The rise of cryptocurrency threats
There has been a significant rise in phishing attacks against cryptocurrency. Given the price that some command, that should come as no surprise. What is surprising is where these attacks are coming from.
More than half of those attacks come from impersonation attacks (brand – 47.5%, executive 4.9% and employee 2.3%). The second biggest single source of attacks is source code (39.2%). PhishLabs says: “This activity identifies threat actor attempts at impersonating cryptocurrency businesses to confuse customers and cash in on the sector’s skyrocketing growth.”
To stage their phishing sites, 95.6% are using free hosting services. From there, they create lookalike sites, often scraping the data from the impersonated site. They also take advantage of techniques such as typosquatting and homoglyphs.
In the former attack, the letters r and n are placed together to appear as an m.

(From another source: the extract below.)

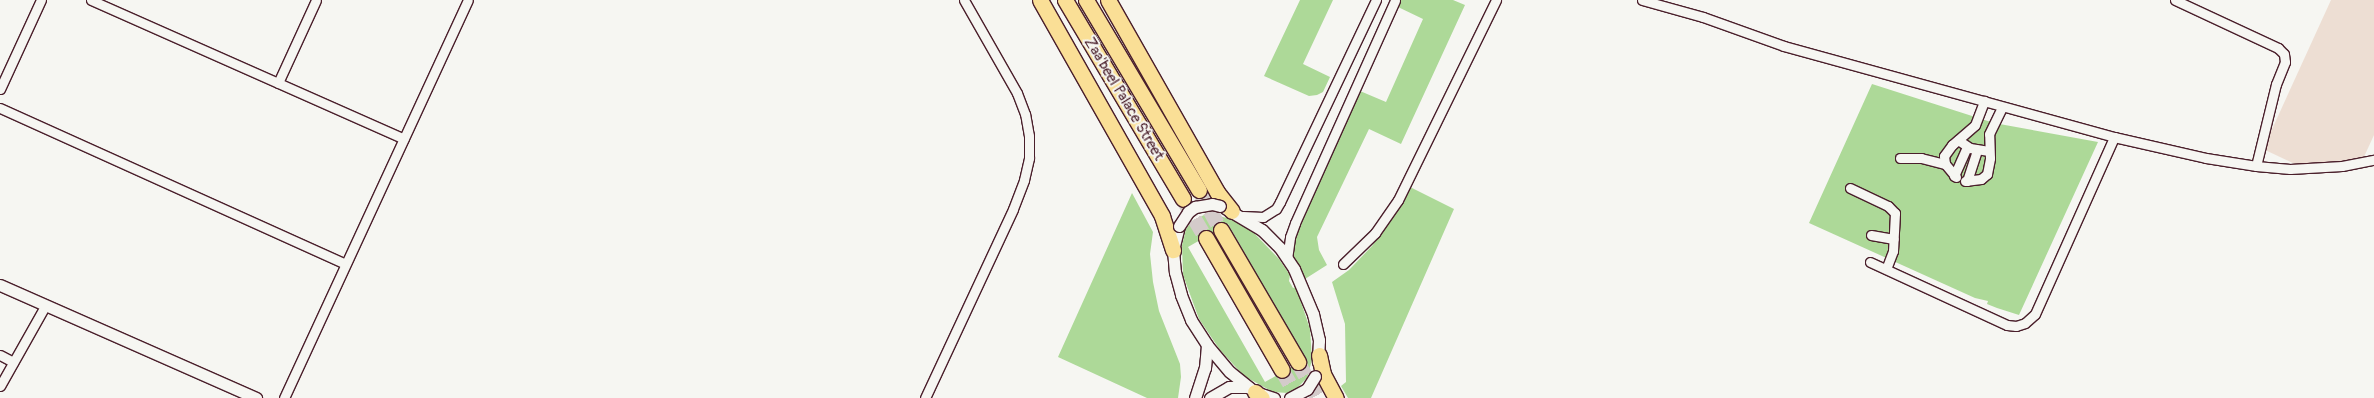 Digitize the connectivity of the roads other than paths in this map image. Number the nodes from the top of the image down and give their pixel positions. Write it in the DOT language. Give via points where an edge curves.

In the latter, the attackers use other character sets to fool the eye. For example, Citibank[.]com is not the same as citibɑnk[.]com. (Hint: check the letter a). The latter may redirect you to an impersonated site which will then harvest credentials.
Enterprise Times: What does this mean?
This report shows that phishing continues to be lucrative and a major concern for enterprises. It has risen by 22% quarter on quarter. These attacks primarily target user credentials, these are then used to compromise organisations. Those compromised credentials are often sold to other cybercriminals who specialise in other attacks such as data theft and ransomware.
Organisations will also be concerned about the rise in phishing attacks across social media. With many employees working from home and using their own computers, compromise through social media can put the business at risk. To prevent that, employees need to be more aware than ever of phishing attacks. Fortunately, the number of attacks being detected and reported has improved. The question is, is that detection and reporting greater than the increase in attacks? PhishLabs does not offer an opinion.
There is a need to change how IT security detects attacks across multiple channels. That means tracking email, social media, SMS, and other sources where employees could be at risk.
PhishLabs says: “Strategically, security teams need more proactive intelligence spanning web (surface and dark), social media, email, and other digital channels so that these threats can be detected early in their lifecycle. Teams that operationalise this intelligence with threat takedown and mitigation capabilities will be able to minimise impact of these threats on their brands, customers, and employees.”